MARSH ZILLER LLP, BUFFALO (LINDA J. MARSH OF COUNSEL), FOR PLAINTIFFS-RESPONDENTS.
PRESENT: LINDLEY, J.P., MONTOUR, OGDEN, AND GREENWOOD, JJ.
Appeal from an order of the Supreme Court, Erie County (Catherine R. Nugent Panepinto, J.), entered October 6, 2022. The order denied defendant's motion for summary judgment dismissing plaintiffs' complaint.
It is hereby ORDERED that the order so appealed from is unanimously affirmed without costs.
Memorandum: Plaintiffs commenced this premises liability action arising from an incident wherein Brian D. Henry (plaintiff) fell from the second story of an apartment building owned by defendant. The incident occurred when plaintiff, while attempting to clean the exterior of a window, straddled the windowsill and held the bottom sash of the window with his right hand while using his left hand to clean the upper sash. The bottom sash detached and fell inward, causing plaintiff to lose his balance and fall. Defendant moved for summary judgment dismissing the complaint on the grounds that there was no dangerous or defective condition and that plaintiff's own actions were the proximate cause of the accident. Supreme Court denied the motion, and defendant appeals. We affirm.

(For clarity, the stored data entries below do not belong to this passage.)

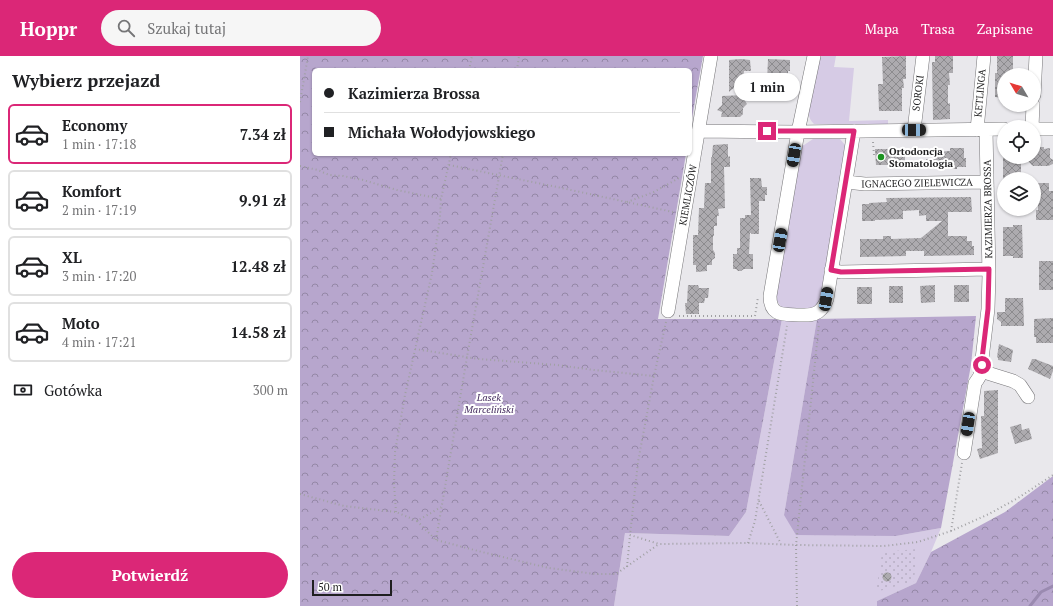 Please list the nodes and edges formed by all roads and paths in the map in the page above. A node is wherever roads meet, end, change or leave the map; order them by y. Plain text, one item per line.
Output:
1 (308, 56) edge
2 (472, 56) edge
3 (519, 56) edge
4 (711, 56) edge
5 (814, 56) edge
6 (923, 56) edge
7 (984, 56) edge
8 (1036, 56) edge
9 (469, 68) edge
10 (517, 68) edge
11 (1035, 68) edge
12 (300, 102) edge
13 (1041, 128) edge
14 (997, 129) edge
15 (1053, 129) edge
16 (914, 130) junction
17 (982, 130) junction
18 (698, 131) junction
19 (854, 131) junction
20 (798, 132) junction
21 (873, 138) dead end
22 (874, 155) dead end
23 (451, 156) edge
24 (503, 156) edge
25 (449, 165) junction
26 (300, 166) edge
27 (684, 174) dead end
28 (500, 175) junction
29 (846, 182) junction
30 (987, 182) junction
31 (441, 199) junction
32 (626, 203) junction
33 (677, 214) dead end
34 (989, 269) junction
35 (831, 270) junction
36 (759, 294) dead end
37 (670, 315) junction
38 (820, 318) dead end
39 (787, 325) dead end
40 (415, 349) junction
41 (467, 357) junction
42 (981, 371) junction
43 (654, 376) junction
44 (1028, 397) dead end
45 (964, 452) joint
46 (1053, 475) edge
47 (300, 494) edge
48 (758, 500) junction
49 (441, 507) junction
50 (396, 512) junction
51 (417, 521) junction
52 (952, 531) junction
53 (630, 535) junction
54 (436, 540) junction
55 (748, 543) junction
56 (659, 544) junction
57 (782, 544) junction
58 (796, 545) junction
59 (627, 567) junction
60 (797, 606) edge

1 - 12 path
2 - 9 path
3 - 10 path
4 - 18 street, KIEMLICZÓW
5 - 20 street
6 - 16 street, SOROKI
7 - 17 street, KETLINGA
8 - 11 street
13 - 15 street
14 - 17 street
16 - 17 street
16 - 19 street
17 - 30 street, KAZIMIERZA BROSSA
18 - 20 street
18 - 37 street, KIEMLICZÓW
19 - 20 street
19 - 29 street
20 - 35 street
21 - 22 path
23 - 25 path
24 - 28 path
25 - 28 path
25 - 31 path
26 - 31 path
27 - 32 path
28 - 32 path
28 - 41 path
29 - 30 street, IGNACEGO ZIELEWICZA
29 - 35 street
30 - 34 street, KAZIMIERZA BROSSA
31 - 40 path
32 - 33 path
34 - 35 street
34 - 42 street, KAZIMIERZA BROSSA
36 - 37 path
37 - 43 path
38 - 58 path
39 - 48 path
40 - 41 path
40 - 50 path
41 - 43 path
41 - 49 path
42 - 44 street
42 - 45 street, KAZIMIERZA BROSSA
43 - 53 path
45 - 52 path
46 - 52 path
47 - 50 path
48 - 55 path
48 - 57 path
49 - 51 path
49 - 54 path
50 - 51 path
51 - 54 path
52 - 58 path
53 - 56 path
53 - 59 path
54 - 59 path
55 - 56 path
55 - 57 path
56 - 59 path
57 - 58 path
58 - 60 path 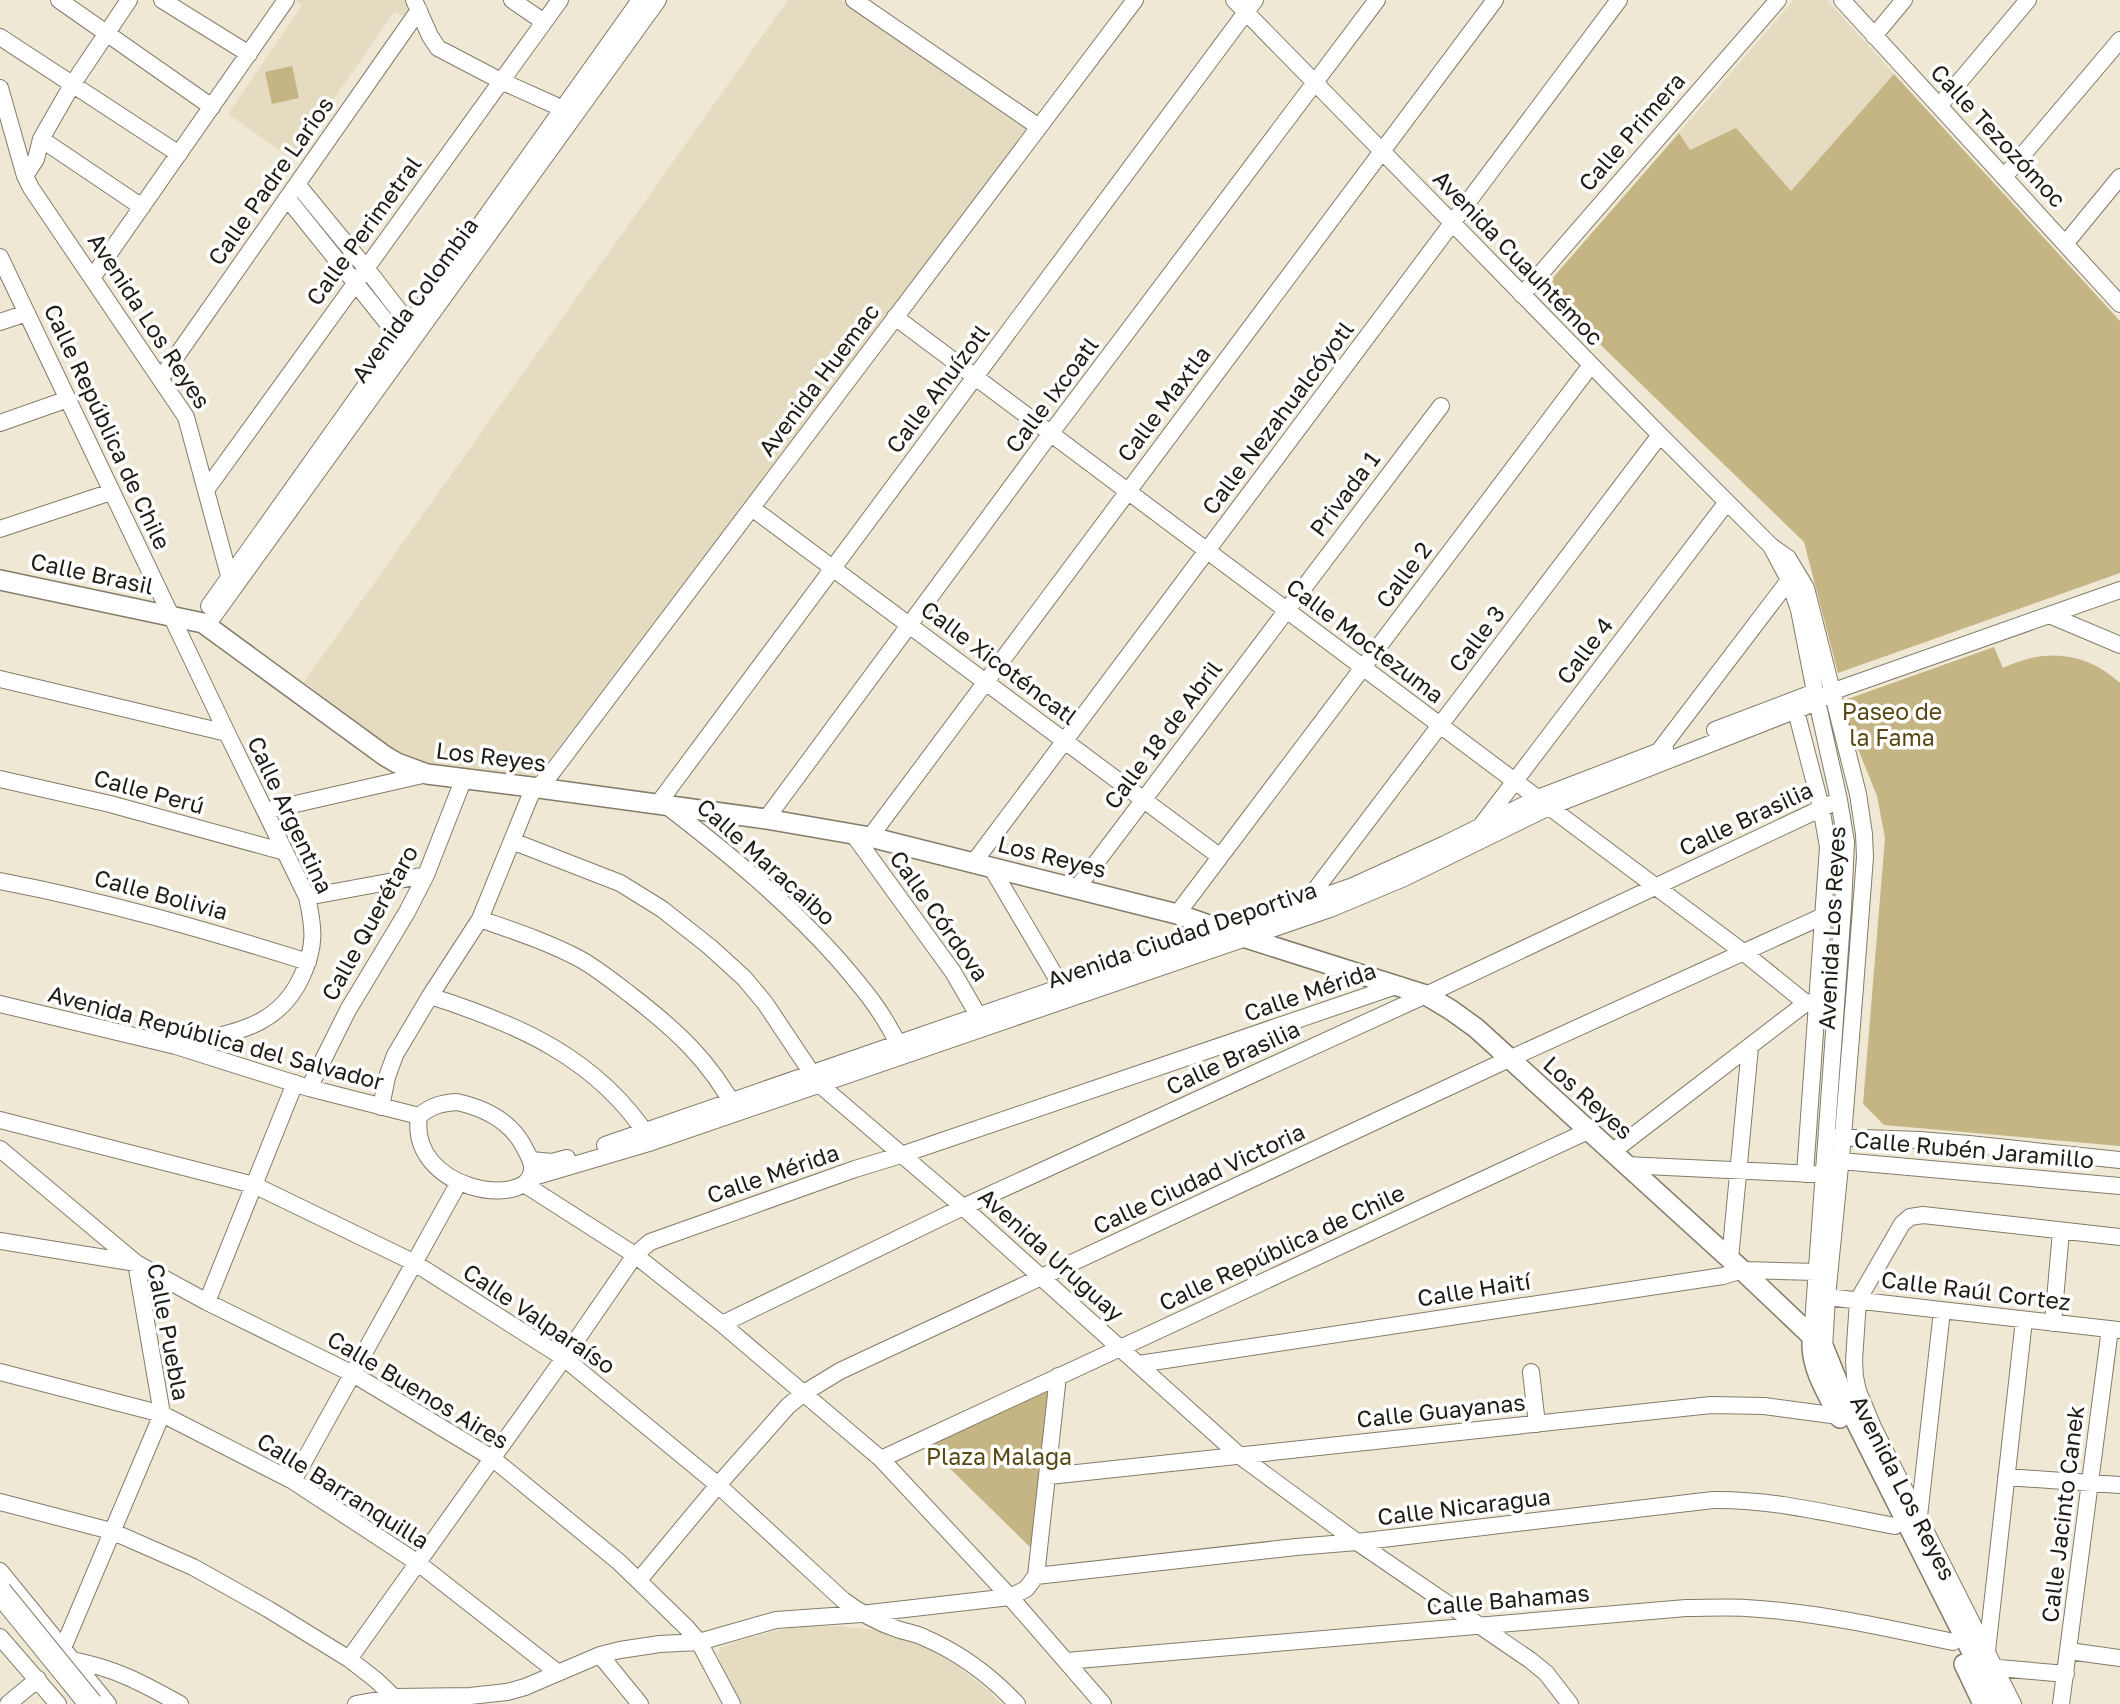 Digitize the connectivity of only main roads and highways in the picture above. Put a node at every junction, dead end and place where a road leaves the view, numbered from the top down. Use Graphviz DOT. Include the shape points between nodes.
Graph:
graph roads {
  1 [pos="0,580"];
  2 [pos="173,617"];
  3 [pos="1818,1343"];
  4 [pos="0,1592"];
  5 [pos="0,1613"];
  6 [pos="75,1704"];
  7 [pos="91,1704"];
  8 [pos="1983,1704"];
  9 [pos="1998,1704"];
  1 -- 2 [label="main road, Calle Brasil"];
  2 -- 3 [label="main road, Los Reyes" via="203,623 385,756 427,774 862,835 1177,914 1426,995 1476,1028"];
  3 -- 8 [label="main road, Avenida Los Reyes" via="1812,1352 1815,1364"];
  3 -- 9 [label="main road, Avenida Los Reyes" via="1987,1661"];
  4 -- 7 [label="highway, bridge"];
  5 -- 6 [label="highway"];
}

"[W]hether a dangerous or defective condition exists on the property of another so as to create liability depends on the peculiar facts and circumstances of each case and is generally a question of fact for the jury" (Trincere v County of Suffolk, 90 N.Y.2d 976, 977 [1997] [internal quotation marks omitted]; see Morris v Buffalo Gen. Health Sys., 203 A.D.3d 1692, 1693 [4th Dept 2022]; Jackson v Rumpf, 177 A.D.3d 1354, 1355 [4th Dept 2019]). Even assuming, arguendo, that defendant met its initial burden on its motion of establishing that there was no dangerous or defective condition, we conclude that plaintiffs raised a triable issue of fact in opposition with respect to that issue (see generally Alvarez v Prospect Hosp., 68 N.Y.2d 320, 324 [1986]; Breau v Burdick, 166 A.D.3d 1545, 1548 [4th Dept 2018]; Smith v Szpilewski, 139 A.D.3d 1342, 1342 [4th Dept 2016]).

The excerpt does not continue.